• Dataset content:
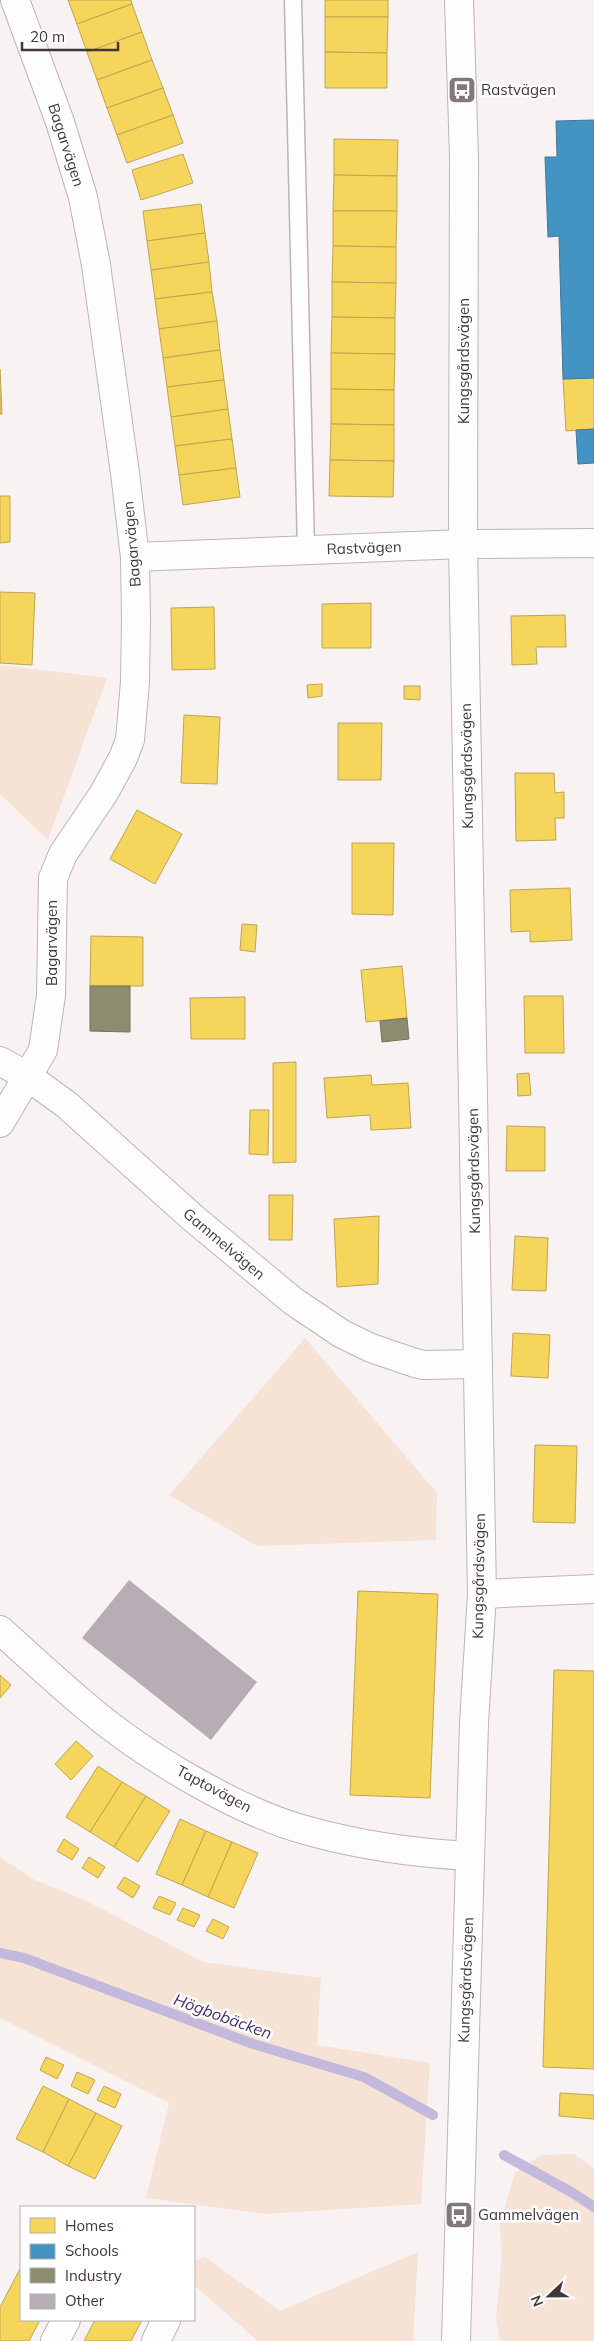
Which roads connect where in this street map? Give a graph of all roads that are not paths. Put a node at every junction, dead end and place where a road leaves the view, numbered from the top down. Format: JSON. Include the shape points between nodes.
{"nodes":[{"id":1,"x":15,"y":0,"type":"edge"},
{"id":2,"x":293,"y":0,"type":"edge"},
{"id":3,"x":459,"y":0,"type":"edge"},
{"id":4,"x":463,"y":544,"type":"junction"},
{"id":5,"x":594,"y":544,"type":"edge"},
{"id":6,"x":306,"y":550,"type":"junction"},
{"id":7,"x":135,"y":557,"type":"junction"},
{"id":8,"x":0,"y":1061,"type":"edge"},
{"id":9,"x":27,"y":1076,"type":"junction"},
{"id":10,"x":0,"y":1123,"type":"edge"},
{"id":11,"x":478,"y":1364,"type":"junction"},
{"id":12,"x":594,"y":1589,"type":"edge"},
{"id":13,"x":482,"y":1594,"type":"junction"},
{"id":14,"x":0,"y":1630,"type":"edge"},
{"id":15,"x":470,"y":1856,"type":"junction"},
{"id":16,"x":65,"y":2321,"type":"edge"},
{"id":17,"x":166,"y":2321,"type":"edge"},
{"id":18,"x":55,"y":2341,"type":"edge"},
{"id":19,"x":156,"y":2341,"type":"edge"},
{"id":20,"x":456,"y":2341,"type":"edge"}],
"edges":[{"from":1,"to":7,"type":"street","name":"Bagarvägen","via":[[60,122],[83,197],[96,265]]},
{"from":2,"to":6,"type":"lane"},
{"from":3,"to":4,"type":"street","name":"Kungsgårdsvägen","via":[[464,158]]},
{"from":4,"to":5,"type":"street","name":"Rastvägen"},
{"from":4,"to":6,"type":"street","name":"Rastvägen"},
{"from":4,"to":11,"type":"street","name":"Kungsgårdsvägen"},
{"from":6,"to":7,"type":"street","name":"Rastvägen"},
{"from":7,"to":9,"type":"street","name":"Bagarvägen","via":[[135,682],[130,740],[104,793],[63,854],[53,878],[51,994],[47,1029],[43,1050]]},
{"from":8,"to":9,"type":"street","name":"Gammelvägen"},
{"from":9,"to":10,"type":"street"},
{"from":9,"to":11,"type":"street","name":"Gammelvägen","via":[[67,1105],[193,1218],[317,1318],[342,1334],[371,1348],[424,1365]]},
{"from":11,"to":13,"type":"street","name":"Kungsgårdsvägen"},
{"from":12,"to":13,"type":"street"},
{"from":13,"to":15,"type":"street","name":"Kungsgårdsvägen"},
{"from":14,"to":15,"type":"street","name":"Taptovägen","via":[[88,1709],[144,1750],[237,1802],[304,1830],[374,1846]]},
{"from":15,"to":20,"type":"street","name":"Kungsgårdsvägen"},
{"from":16,"to":18,"type":"street"},
{"from":17,"to":19,"type":"street"}]}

• Exercise details:
Within the records above, each line containing "Gammelvägen" is to be returned.

• Expected answer:
{"from":8,"to":9,"type":"street","name":"Gammelvägen"},
{"from":9,"to":11,"type":"street","name":"Gammelvägen","via":[[67,1105],[193,1218],[317,1318],[342,1334],[371,1348],[424,1365]]},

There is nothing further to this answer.